In fact, one of the best reasons to use LastPass is that it uses 256-bit AES encryption to protect your data, and the company is solely focused on providing password protection. LastPass also uses one-way salted hashes, which is not a potato-based concoction. A "salted hash" in cyptographic terms means that random binary numbers are used in conjunction with a password to ensure that the data transfer is legitimate and not being spoofed. It prevents pregenerated password tables from being used to gain access to the system, because the random binary part of the hash would be too large to easily spoof.

LastPass noted in its blog announcing the possible breach that the company has taken the opportunity to implement salted hash 256-AES protection with PBKDF2. This is a very strong manner of encryption, and brings us to why it's still a good idea to continue to use LastPass. Unlike recent high-profile data theft cases involving companies like Sony, Ashampoo, Verizon, and Epsilon, LastPass has been very forthcoming with information on the steps the company has taken to ensure continued user protection. This includes noting that despite thin evidence that the possible breach had affected many customers, LastPass decided to take the precautionary step of resetting everybody's master, and not just those of users on the affected server.

The key paragraph from the LastPass blog post announcing the possible breach is this:

"In this case, we couldn't find that root cause.

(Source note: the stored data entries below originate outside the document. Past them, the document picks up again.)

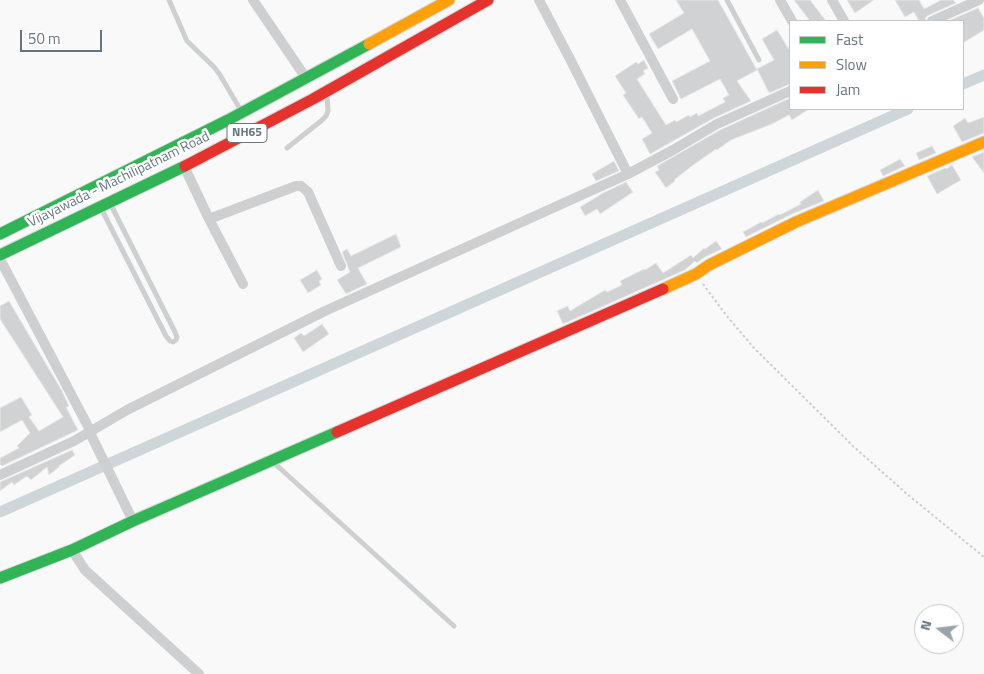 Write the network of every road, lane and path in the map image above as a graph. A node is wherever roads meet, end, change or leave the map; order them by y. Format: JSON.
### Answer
{"nodes":[{"id":1,"x":169,"y":0,"type":"edge"},
{"id":2,"x":253,"y":0,"type":"edge"},
{"id":3,"x":449,"y":0,"type":"edge"},
{"id":4,"x":488,"y":0,"type":"edge"},
{"id":5,"x":538,"y":0,"type":"edge"},
{"id":6,"x":620,"y":0,"type":"edge"},
{"id":7,"x":726,"y":0,"type":"edge"},
{"id":8,"x":780,"y":0,"type":"edge"},
{"id":9,"x":832,"y":0,"type":"edge"},
{"id":10,"x":979,"y":0,"type":"edge"},
{"id":11,"x":791,"y":20,"type":"edge"},
{"id":12,"x":843,"y":20,"type":"edge"},
{"id":13,"x":934,"y":20,"type":"edge"},
{"id":14,"x":760,"y":60,"type":"dead end"},
{"id":15,"x":306,"y":78,"type":"junction"},
{"id":16,"x":327,"y":91,"type":"junction"},
{"id":17,"x":789,"y":91,"type":"edge"},
{"id":18,"x":673,"y":99,"type":"dead end"},
{"id":19,"x":242,"y":112,"type":"junction"},
{"id":20,"x":984,"y":142,"type":"edge"},
{"id":21,"x":287,"y":148,"type":"dead end"},
{"id":22,"x":184,"y":166,"type":"junction"},
{"id":23,"x":628,"y":174,"type":"junction"},
{"id":24,"x":105,"y":205,"type":"junction"},
{"id":25,"x":209,"y":219,"type":"junction"},
{"id":26,"x":0,"y":234,"type":"edge"},
{"id":27,"x":0,"y":255,"type":"edge"},
{"id":28,"x":0,"y":259,"type":"edge"},
{"id":29,"x":341,"y":266,"type":"dead end"},
{"id":30,"x":696,"y":274,"type":"junction"},
{"id":31,"x":243,"y":284,"type":"dead end"},
{"id":32,"x":91,"y":435,"type":"junction"},
{"id":33,"x":272,"y":461,"type":"junction"},
{"id":34,"x":0,"y":475,"type":"edge"},
{"id":35,"x":133,"y":521,"type":"junction"},
{"id":36,"x":72,"y":550,"type":"junction"},
{"id":37,"x":984,"y":557,"type":"edge"},
{"id":38,"x":0,"y":578,"type":"edge"},
{"id":39,"x":454,"y":626,"type":"dead end"},
{"id":40,"x":199,"y":674,"type":"edge"}],
"edges":[{"from":1,"to":19,"type":"lane"},
{"from":2,"to":15,"type":"street"},
{"from":3,"to":15,"type":"main road","name":"Vijayawada - Machilipatnam Road","number":"NH65"},
{"from":4,"to":16,"type":"main road","name":"Vijayawada - Machilipatnam Road","number":"NH65"},
{"from":5,"to":23,"type":"street"},
{"from":6,"to":18,"type":"street"},
{"from":7,"to":14,"type":"lane"},
{"from":8,"to":11,"type":"street"},
{"from":9,"to":12,"type":"street"},
{"from":10,"to":13,"type":"street"},
{"from":15,"to":19,"type":"main road","name":"Vijayawada - Machilipatnam Road","number":"NH65"},
{"from":16,"to":21,"type":"lane"},
{"from":16,"to":22,"type":"main road","name":"Vijayawada - Machilipatnam Road","number":"NH65"},
{"from":17,"to":23,"type":"street"},
{"from":19,"to":26,"type":"main road","name":"Vijayawada - Machilipatnam Road","number":"NH65"},
{"from":20,"to":30,"type":"main road"},
{"from":22,"to":24,"type":"main road","name":"Vijayawada - Machilipatnam Road","number":"NH65"},
{"from":22,"to":25,"type":"street"},
{"from":23,"to":32,"type":"street"},
{"from":24,"to":24,"type":"lane"},
{"from":24,"to":27,"type":"main road","name":"Vijayawada - Machilipatnam Road","number":"NH65"},
{"from":25,"to":29,"type":"street"},
{"from":25,"to":31,"type":"street"},
{"from":28,"to":32,"type":"street"},
{"from":30,"to":33,"type":"main road"},
{"from":30,"to":37,"type":"path"},
{"from":32,"to":34,"type":"street"},
{"from":32,"to":35,"type":"street"},
{"from":33,"to":35,"type":"main road"},
{"from":33,"to":39,"type":"lane"},
{"from":35,"to":36,"type":"main road"},
{"from":36,"to":38,"type":"main road"},
{"from":36,"to":40,"type":"street"}]}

After delving into the anomaly, we found a similar but smaller matching traffic anomaly from one of our databases in the opposite direction (more traffic was sent from the database compared to what was received on the server). Because we can't account for this anomaly either, we're going to be paranoid and assume the worst: that the data we stored in the database was somehow accessed. We know roughly the amount of data transfered and that it's big enough to have transfered people's e-mail addresses, the server salt, and their salted password hashes from the database. We also know that the amount of data taken isn't remotely enough to have pulled many users' encrypted data blobs."

So, assuming that LastPass is being forthright and not lying, the following statement also makes sense:

"If you have a strong, non-dictionary-based password or pass phrase, this shouldn't impact you--the potential threat here is brute-forcing your master password using dictionary words, then going to LastPass with that password to get your data. Unfortunately not everyone picks a master password that's immune to brute forcing.

"To counter that potential threat, we're going to force everyone to change their master passwords. Additionally, we're going to want an indication that you're you, by either ensuring that you're coming from an IP block you've used before or by validating your e-mail address."

Again, assuming honesty from LastPass--which admittedly may be too much for some people--it appears that LastPass is taking extreme measures to protect all its users from what potentially might have been a data breach. Another reason that LastPass might be requiring all users to reset their passwords is that the company doesn't have access to the salt hashes on its own servers. They couldn't see your passwords if they wanted to.

It's this kind of straightforward frankness about data breaches that other companies would do well to learn from. Data breaches are inevitable. There is no such thing as a foolproof system, whether we're talking about security virus definition updates or securing data on a server. But as more and more of our personal data is stored up in the cloud, what will differentiate the responsible corporations and companies from the reckless ones is clear and quick communication about both security upgrades and data breaches.